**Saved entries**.
• • •
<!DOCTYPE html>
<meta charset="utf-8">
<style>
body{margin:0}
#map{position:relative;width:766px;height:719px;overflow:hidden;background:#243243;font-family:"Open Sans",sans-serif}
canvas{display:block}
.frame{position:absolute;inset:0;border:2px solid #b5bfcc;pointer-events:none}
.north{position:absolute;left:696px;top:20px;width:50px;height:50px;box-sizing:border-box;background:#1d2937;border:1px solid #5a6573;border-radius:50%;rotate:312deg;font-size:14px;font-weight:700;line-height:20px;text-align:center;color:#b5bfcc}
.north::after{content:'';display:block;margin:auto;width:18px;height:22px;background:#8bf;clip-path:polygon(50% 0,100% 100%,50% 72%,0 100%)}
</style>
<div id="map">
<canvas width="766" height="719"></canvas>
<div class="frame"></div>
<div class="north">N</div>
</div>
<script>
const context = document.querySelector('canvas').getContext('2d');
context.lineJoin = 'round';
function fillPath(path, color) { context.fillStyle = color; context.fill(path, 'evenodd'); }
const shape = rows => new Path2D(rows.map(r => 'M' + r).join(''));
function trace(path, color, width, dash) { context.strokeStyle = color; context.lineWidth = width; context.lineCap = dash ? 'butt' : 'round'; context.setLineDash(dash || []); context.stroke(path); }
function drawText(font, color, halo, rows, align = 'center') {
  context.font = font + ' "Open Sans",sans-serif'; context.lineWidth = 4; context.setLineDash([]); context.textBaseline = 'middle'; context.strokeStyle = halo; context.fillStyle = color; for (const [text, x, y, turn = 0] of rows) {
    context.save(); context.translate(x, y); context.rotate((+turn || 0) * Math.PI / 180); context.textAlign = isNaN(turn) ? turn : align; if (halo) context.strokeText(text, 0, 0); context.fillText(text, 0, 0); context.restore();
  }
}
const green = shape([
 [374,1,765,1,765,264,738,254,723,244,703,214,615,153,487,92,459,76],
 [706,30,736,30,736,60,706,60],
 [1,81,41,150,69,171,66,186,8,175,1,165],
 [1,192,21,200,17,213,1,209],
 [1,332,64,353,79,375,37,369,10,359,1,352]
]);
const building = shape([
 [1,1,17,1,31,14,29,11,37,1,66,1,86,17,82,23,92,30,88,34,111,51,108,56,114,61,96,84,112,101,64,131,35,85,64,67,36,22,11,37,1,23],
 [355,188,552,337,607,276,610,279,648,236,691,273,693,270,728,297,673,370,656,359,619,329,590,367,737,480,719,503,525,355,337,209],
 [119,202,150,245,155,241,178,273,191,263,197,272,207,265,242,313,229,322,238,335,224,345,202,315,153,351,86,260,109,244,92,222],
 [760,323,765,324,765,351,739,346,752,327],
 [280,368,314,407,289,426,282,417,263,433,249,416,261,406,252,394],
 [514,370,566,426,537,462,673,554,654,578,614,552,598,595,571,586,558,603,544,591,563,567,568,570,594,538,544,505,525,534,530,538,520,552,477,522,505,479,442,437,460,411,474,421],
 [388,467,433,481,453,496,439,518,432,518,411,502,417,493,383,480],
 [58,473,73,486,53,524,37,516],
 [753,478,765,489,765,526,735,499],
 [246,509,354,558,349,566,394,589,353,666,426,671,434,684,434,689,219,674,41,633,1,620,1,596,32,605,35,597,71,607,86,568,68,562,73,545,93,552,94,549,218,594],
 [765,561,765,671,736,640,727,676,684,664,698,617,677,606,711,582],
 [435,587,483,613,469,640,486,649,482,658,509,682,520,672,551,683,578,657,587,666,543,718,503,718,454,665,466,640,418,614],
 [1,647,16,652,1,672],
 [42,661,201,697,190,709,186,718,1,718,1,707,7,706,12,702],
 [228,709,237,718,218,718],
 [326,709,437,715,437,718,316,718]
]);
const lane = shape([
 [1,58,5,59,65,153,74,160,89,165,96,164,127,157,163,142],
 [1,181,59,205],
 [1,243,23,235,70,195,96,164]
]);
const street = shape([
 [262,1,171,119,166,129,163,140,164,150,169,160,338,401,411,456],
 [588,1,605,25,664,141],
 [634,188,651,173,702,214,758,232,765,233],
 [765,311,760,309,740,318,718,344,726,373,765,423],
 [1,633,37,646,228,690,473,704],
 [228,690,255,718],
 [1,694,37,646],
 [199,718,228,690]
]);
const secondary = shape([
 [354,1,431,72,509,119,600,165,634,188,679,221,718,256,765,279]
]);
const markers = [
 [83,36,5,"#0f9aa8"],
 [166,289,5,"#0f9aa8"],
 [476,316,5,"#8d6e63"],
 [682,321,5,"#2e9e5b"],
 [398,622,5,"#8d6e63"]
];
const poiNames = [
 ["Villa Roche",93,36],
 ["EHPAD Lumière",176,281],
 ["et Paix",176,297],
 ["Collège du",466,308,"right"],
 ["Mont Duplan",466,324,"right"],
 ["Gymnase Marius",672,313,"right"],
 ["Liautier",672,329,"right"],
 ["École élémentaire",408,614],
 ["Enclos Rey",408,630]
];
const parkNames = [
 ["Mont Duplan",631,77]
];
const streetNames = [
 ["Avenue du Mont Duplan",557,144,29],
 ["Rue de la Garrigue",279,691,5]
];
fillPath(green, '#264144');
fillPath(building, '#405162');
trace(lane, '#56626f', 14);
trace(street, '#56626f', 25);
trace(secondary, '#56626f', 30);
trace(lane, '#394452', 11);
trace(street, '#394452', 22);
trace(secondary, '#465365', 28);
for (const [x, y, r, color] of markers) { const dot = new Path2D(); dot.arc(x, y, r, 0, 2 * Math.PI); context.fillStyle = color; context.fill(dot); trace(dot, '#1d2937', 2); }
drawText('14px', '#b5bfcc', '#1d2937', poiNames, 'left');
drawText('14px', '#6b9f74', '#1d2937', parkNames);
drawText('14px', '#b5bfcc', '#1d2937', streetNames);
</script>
• • •
Once you find the line with "function drawText(font, color, halo, rows, align" in the entries above, output it and each line after it up to and including the line with "[1,332,64,353,79,375,37,369,10,359,1,352]", and nothing else.

**Solved problem**.
function drawText(font, color, halo, rows, align = 'center') {
  context.font = font + ' "Open Sans",sans-serif'; context.lineWidth = 4; context.setLineDash([]); context.textBaseline = 'middle'; context.strokeStyle = halo; context.fillStyle = color; for (const [text, x, y, turn = 0] of rows) {
    context.save(); context.translate(x, y); context.rotate((+turn || 0) * Math.PI / 180); context.textAlign = isNaN(turn) ? turn : align; if (halo) context.strokeText(text, 0, 0); context.fillText(text, 0, 0); context.restore();
  }
}
const green = shape([
 [374,1,765,1,765,264,738,254,723,244,703,214,615,153,487,92,459,76],
 [706,30,736,30,736,60,706,60],
 [1,81,41,150,69,171,66,186,8,175,1,165],
 [1,192,21,200,17,213,1,209],
 [1,332,64,353,79,375,37,369,10,359,1,352]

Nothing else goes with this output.